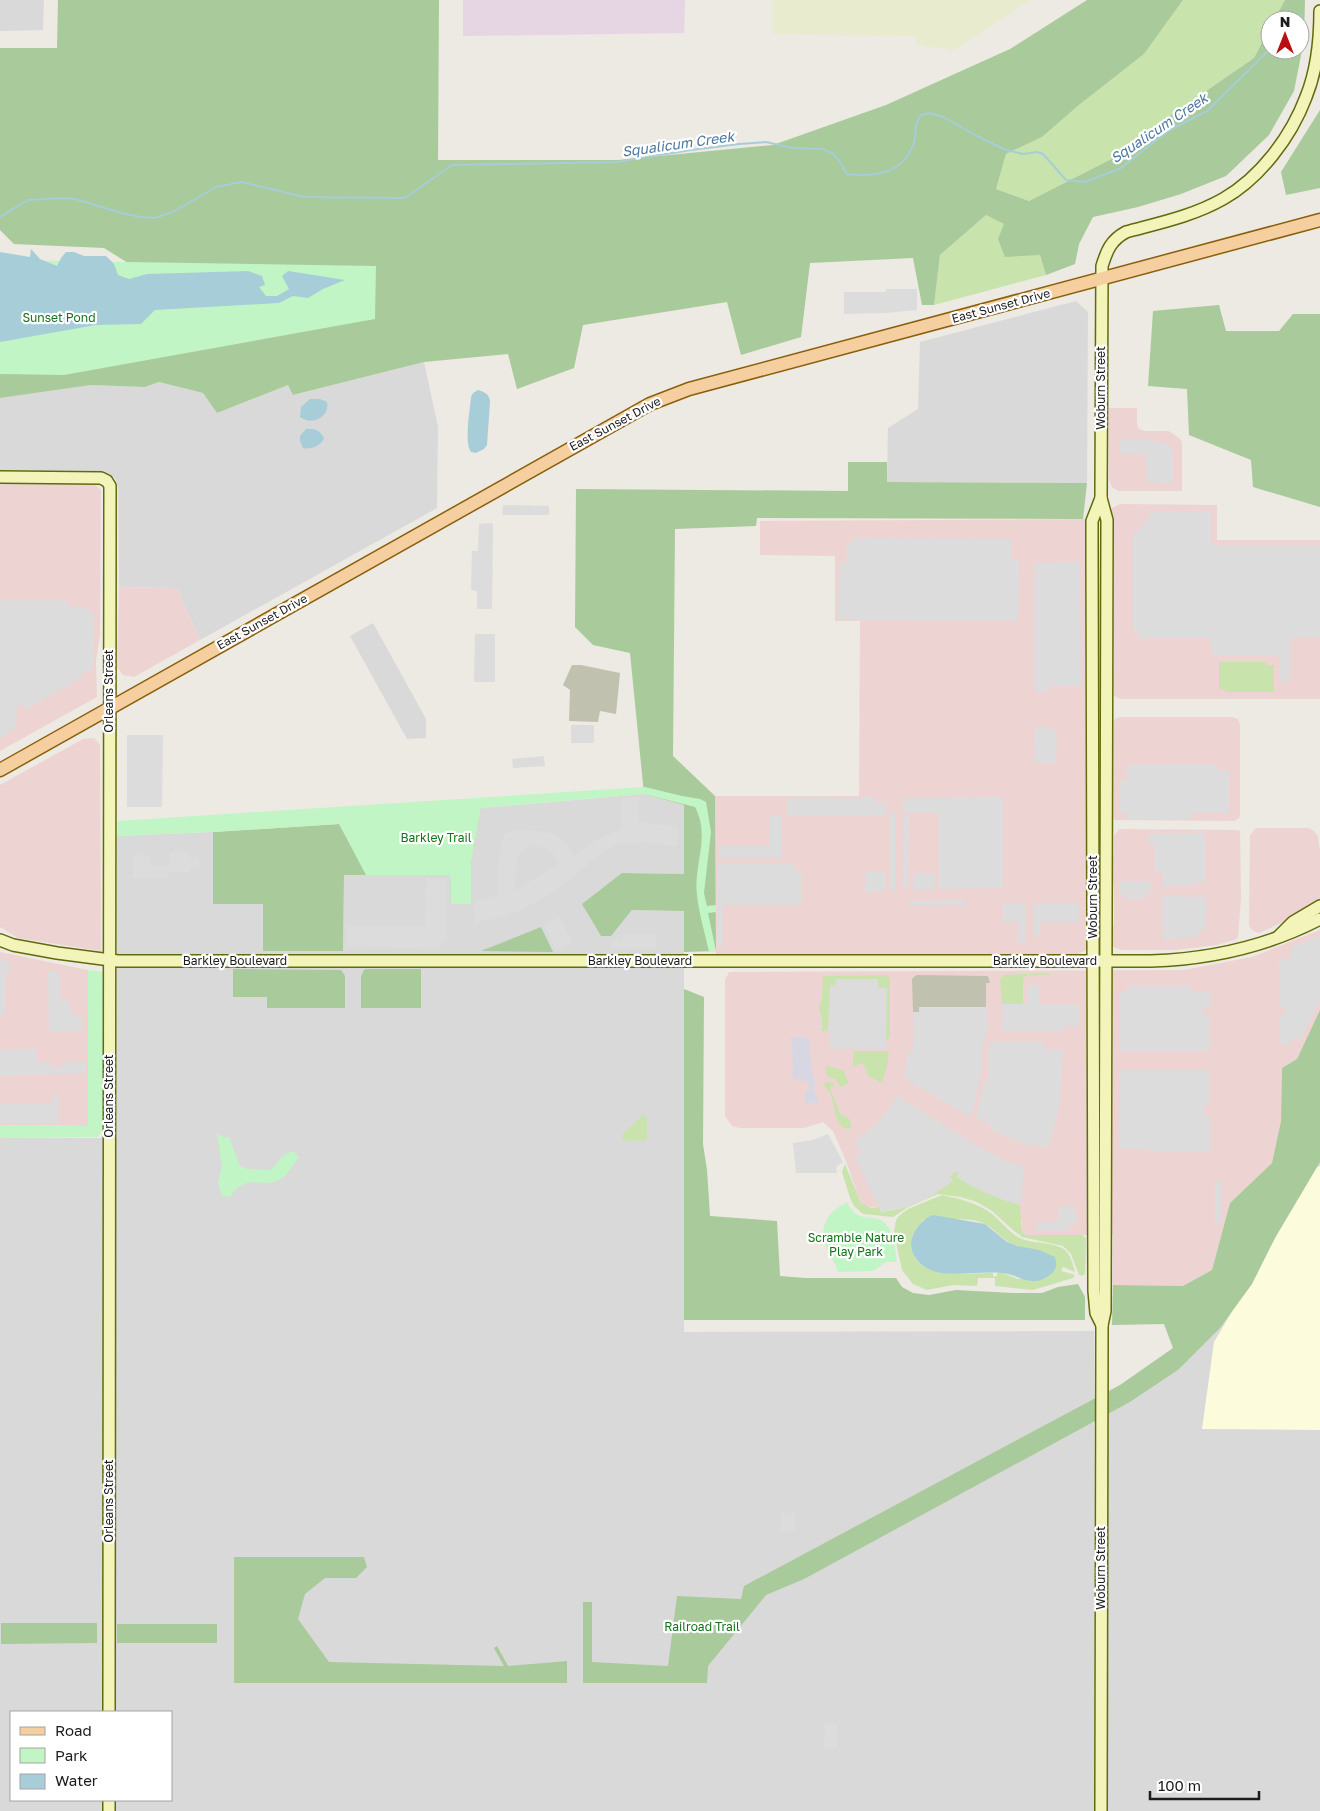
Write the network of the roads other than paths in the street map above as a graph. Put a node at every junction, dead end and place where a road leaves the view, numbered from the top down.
1 (1320, 11) edge
2 (1320, 220) edge
3 (1102, 278) junction
4 (0, 477) edge
5 (1101, 498) junction
6 (110, 707) junction
7 (0, 770) edge
8 (1320, 906) edge
9 (1320, 920) edge
10 (1279, 936) junction
11 (0, 940) edge
12 (109, 961) junction
13 (1093, 961) junction
14 (1106, 961) junction
15 (1102, 1325) junction
16 (109, 1711) edge
17 (1101, 1811) edge

1 - 3 main road, Woburn Street
2 - 3 main road, East Sunset Drive
3 - 5 main road, Woburn Street
3 - 6 main road, East Sunset Drive
4 - 6 main road, Orleans Street
5 - 13 main road, Woburn Street
5 - 14 main road, Woburn Street
6 - 7 main road, East Sunset Drive
6 - 12 main road, Orleans Street
8 - 10 main road, Barkley Boulevard
9 - 10 main road, Barkley Boulevard
10 - 14 main road, Barkley Boulevard
11 - 12 main road, Barkley Boulevard
12 - 13 main road, Barkley Boulevard
12 - 16 main road, Orleans Street
13 - 14 main road, Barkley Boulevard
13 - 15 main road, Woburn Street
14 - 15 main road, Woburn Street
15 - 17 main road, Woburn Street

------------------------------

WORK ITEM
Nothing but the text is wanted: repeat the data above exactly, without its images.

ANSWER SECTION
Write the network of the roads other than paths in the street map above as a graph. Put a node at every junction, dead end and place where a road leaves the view, numbered from the top down.
1 (1320, 11) edge
2 (1320, 220) edge
3 (1102, 278) junction
4 (0, 477) edge
5 (1101, 498) junction
6 (110, 707) junction
7 (0, 770) edge
8 (1320, 906) edge
9 (1320, 920) edge
10 (1279, 936) junction
11 (0, 940) edge
12 (109, 961) junction
13 (1093, 961) junction
14 (1106, 961) junction
15 (1102, 1325) junction
16 (109, 1711) edge
17 (1101, 1811) edge

1 - 3 main road, Woburn Street
2 - 3 main road, East Sunset Drive
3 - 5 main road, Woburn Street
3 - 6 main road, East Sunset Drive
4 - 6 main road, Orleans Street
5 - 13 main road, Woburn Street
5 - 14 main road, Woburn Street
6 - 7 main road, East Sunset Drive
6 - 12 main road, Orleans Street
8 - 10 main road, Barkley Boulevard
9 - 10 main road, Barkley Boulevard
10 - 14 main road, Barkley Boulevard
11 - 12 main road, Barkley Boulevard
12 - 13 main road, Barkley Boulevard
12 - 16 main road, Orleans Street
13 - 14 main road, Barkley Boulevard
13 - 15 main road, Woburn Street
14 - 15 main road, Woburn Street
15 - 17 main road, Woburn Street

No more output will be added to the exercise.